Он подошел к лектике, удобно расположился на подушках и погрузился в пурпурную тень спущенных занавесок. Рабы подняли носилки и, ровно шагая, понесли по дороге в город.

Инзула[34] Адриана стояла неподалеку от морского берега на обширной возвышенности, довольно круто спускавшейся к морю. Рассаженные опытным садовником великолепные магнолии осеняли усыпанные мелким гравием дорожки; заросли лавров и олеандров скрывали сложенные из туфового камня гроты, где над прохладными бассейнами улыбались мраморные нимфы и амуры, прищуриваясь, натягивали луки.

По бокам обширной гладко выстриженной лужайки, развертывавшейся перед небольшой, изысканной архитектуры виллой, стояли две прекрасные мраморные копии с Поликлетова Дорифора и Диадумена[35]. Три низких широких ступеньки вели к выступавшей между пилястрами массивной двухстворчатой двери, обитой бронзой, украшенной изображениями битвы между Ахиллом и Гектором под стенами Иллиона.

Привратник поспешно распахнул двери, и Люций, сопровождаемый секретарем, вступил в небольшой вестибюль; на его внутреннем пороге выделялось выложенное мозаикой приветствие: «Salve»[36]. Вдоль украшенных оружием стен тянулись длинные узкие скамьи, на которых сидели ожидавшие приема клиенты, приветствовавшие сенатора низкими поклонами.

Люций миновал остиум[37], с выложенными белым мрамором стенами, и через широкую арку, задернутую пурпуровой завесой, вошел в обширный коринфский атрий[38]. Яркий свет падал через четырехугольный просвет потолка на неглубокий, полный воды имплювий[39], отделанный мрамором, окруженный пышными причудливыми растениями, вывезенными с юга и востока. По сторонам, углубленные в стенах атрия, украшенные пластинками слоновой кости двери, с прорезанными для света окошечками, вели в небольшие кубикулы[40]. Посвященный ларам и пенатам[41] алтарь возвышался за имплювием на невысоком пьедестале; против него две обширные ниши «крылья» заключали в себе сделанные в виде храмиков шкафы с отворенными дверцами. Здесь помещались обычно изображения предков хозяина дома; у Адриана, человека темного происхождения и к тому же лишь временно жившего в Херсонесе, висели чеканенные из золота и серебра медальоны, изображавшие государственных мужей, полководцев и философов.

Двенадцать стройных колонн с бронзовыми капителями в виде корзин, наполненных листьями аканфа, поддерживали крышу, придавая атрию характер особенной воздушной нарядности.

Прибытие Люция вызвало волнение.
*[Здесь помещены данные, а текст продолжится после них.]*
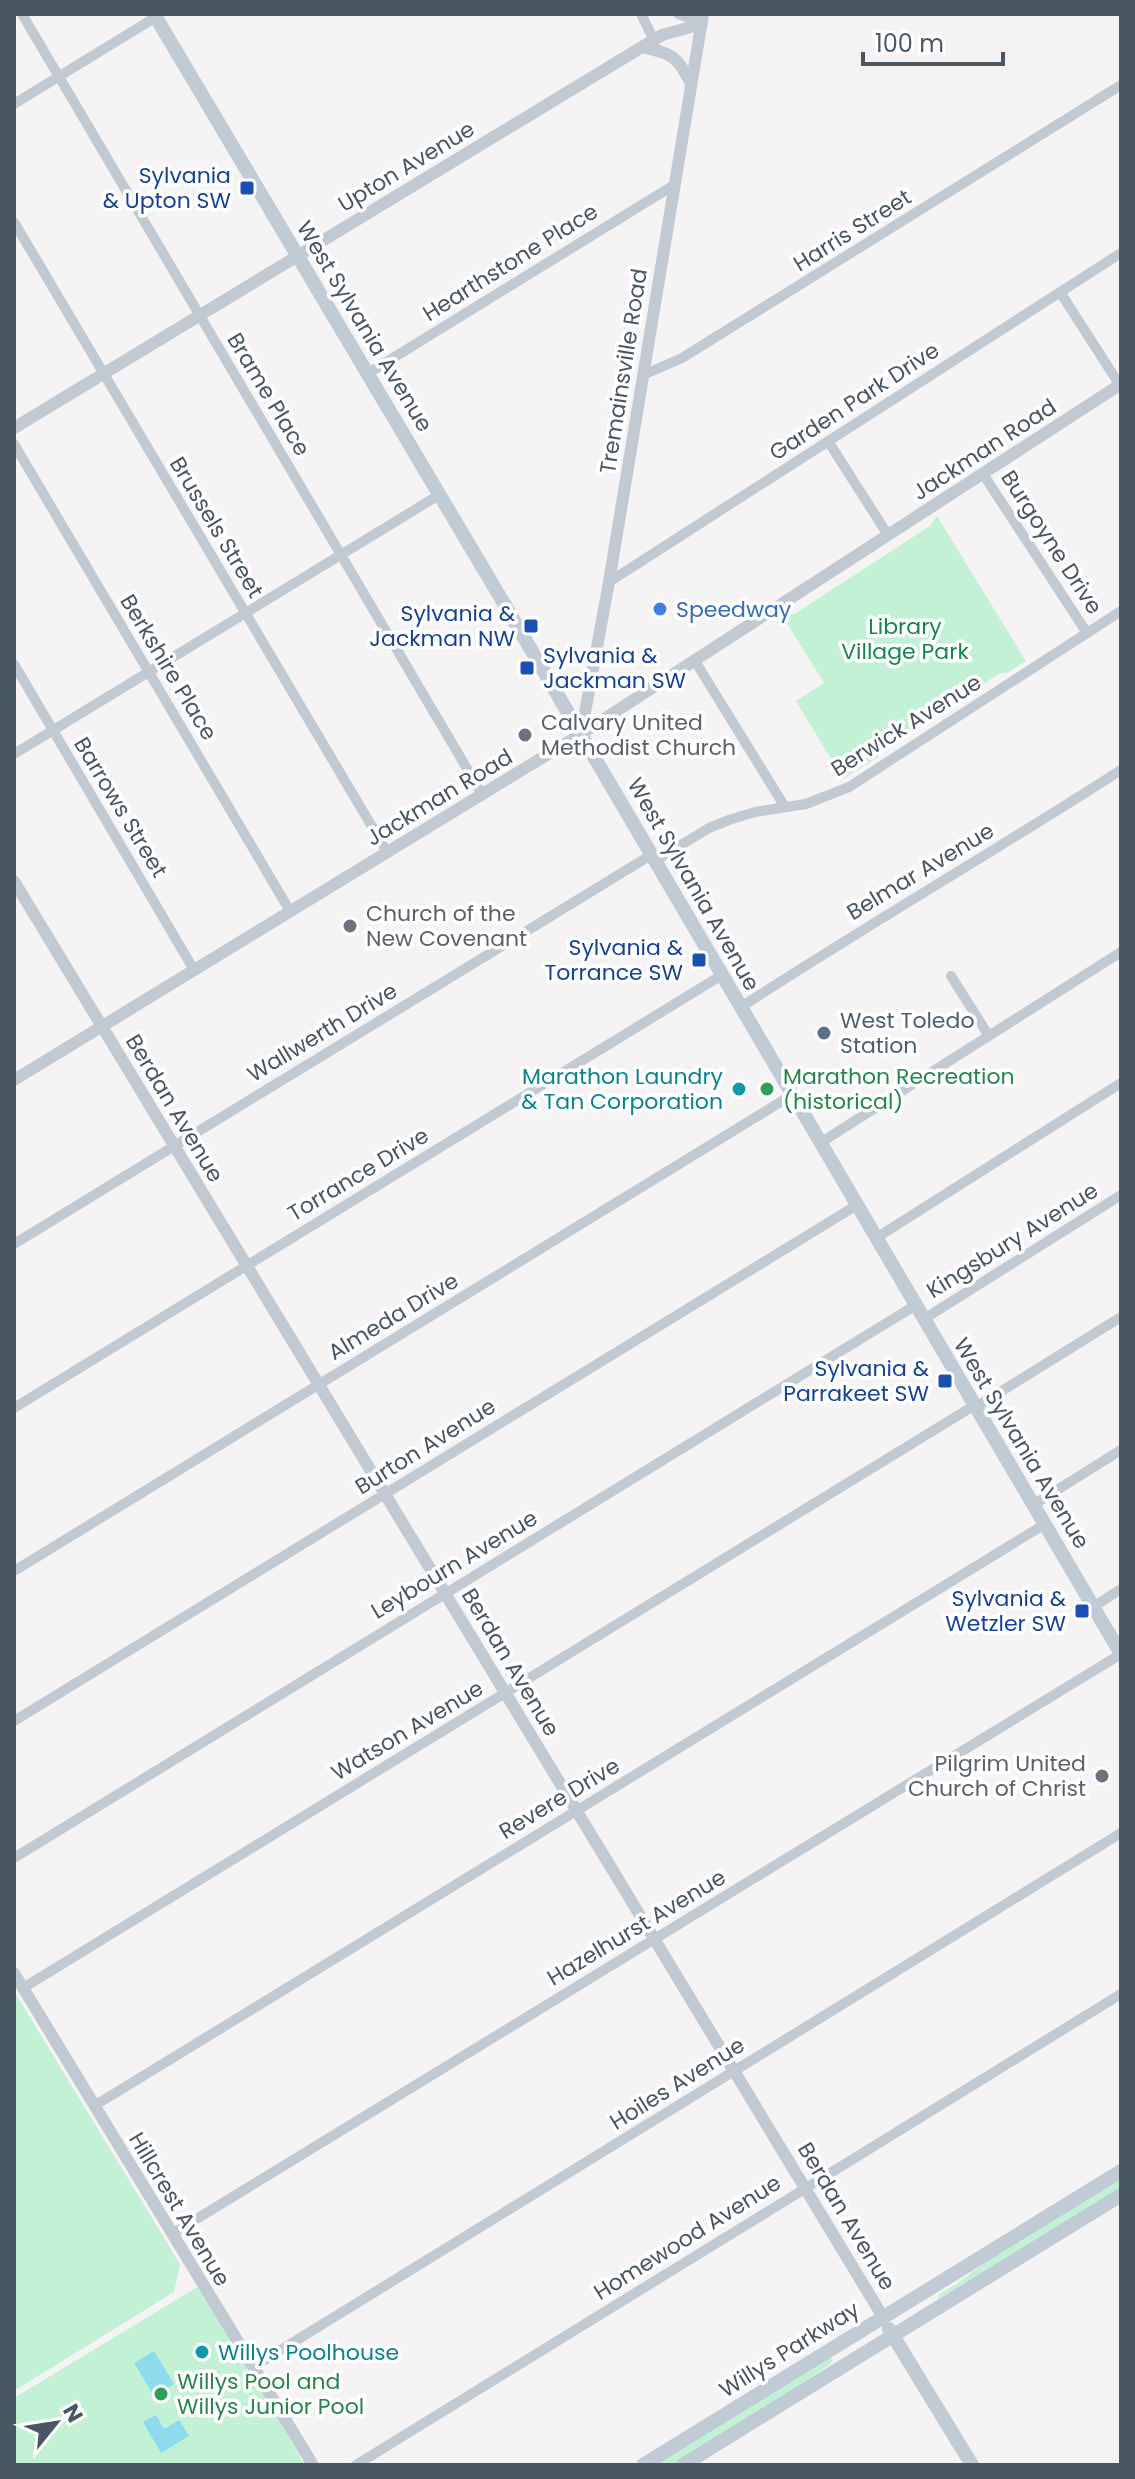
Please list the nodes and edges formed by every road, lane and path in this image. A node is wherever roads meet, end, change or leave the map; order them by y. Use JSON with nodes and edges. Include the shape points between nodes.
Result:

Со всех сторон явились рабы; домоправитель побежал докладывать о госте своему господину, — тот только недавно проснулся и принимал утреннюю ванну.

Люций осмотрел украшавшие комнату бронзы, ткани, великолепные сосуды.

— Здесь, действительно, есть хорошие вещи, — обратился он к секретарю, но в целом чувствуется какая-то безвкусица. Плебей, как бы он ни был богат, остается сам собой. Наш почтенный хозяин не знает границ и мер, — он хочет только удивлять нас, и всегда неудачно. Он так старался поразить Рим, что его сочли полезным выслать оттуда для его же блага; ему удобнее и проще будет удивлять невзыскательных херсонаситов. Но удивительней всего, что он глуп, этот Адриан, и в то же время поразительно хитер и ловок. Еще недавно он был полным ничтожеством, но во время последней войны нажил огромное состояние на поставках, — в наши дни доблесть воина часто служит корысти спекулянта...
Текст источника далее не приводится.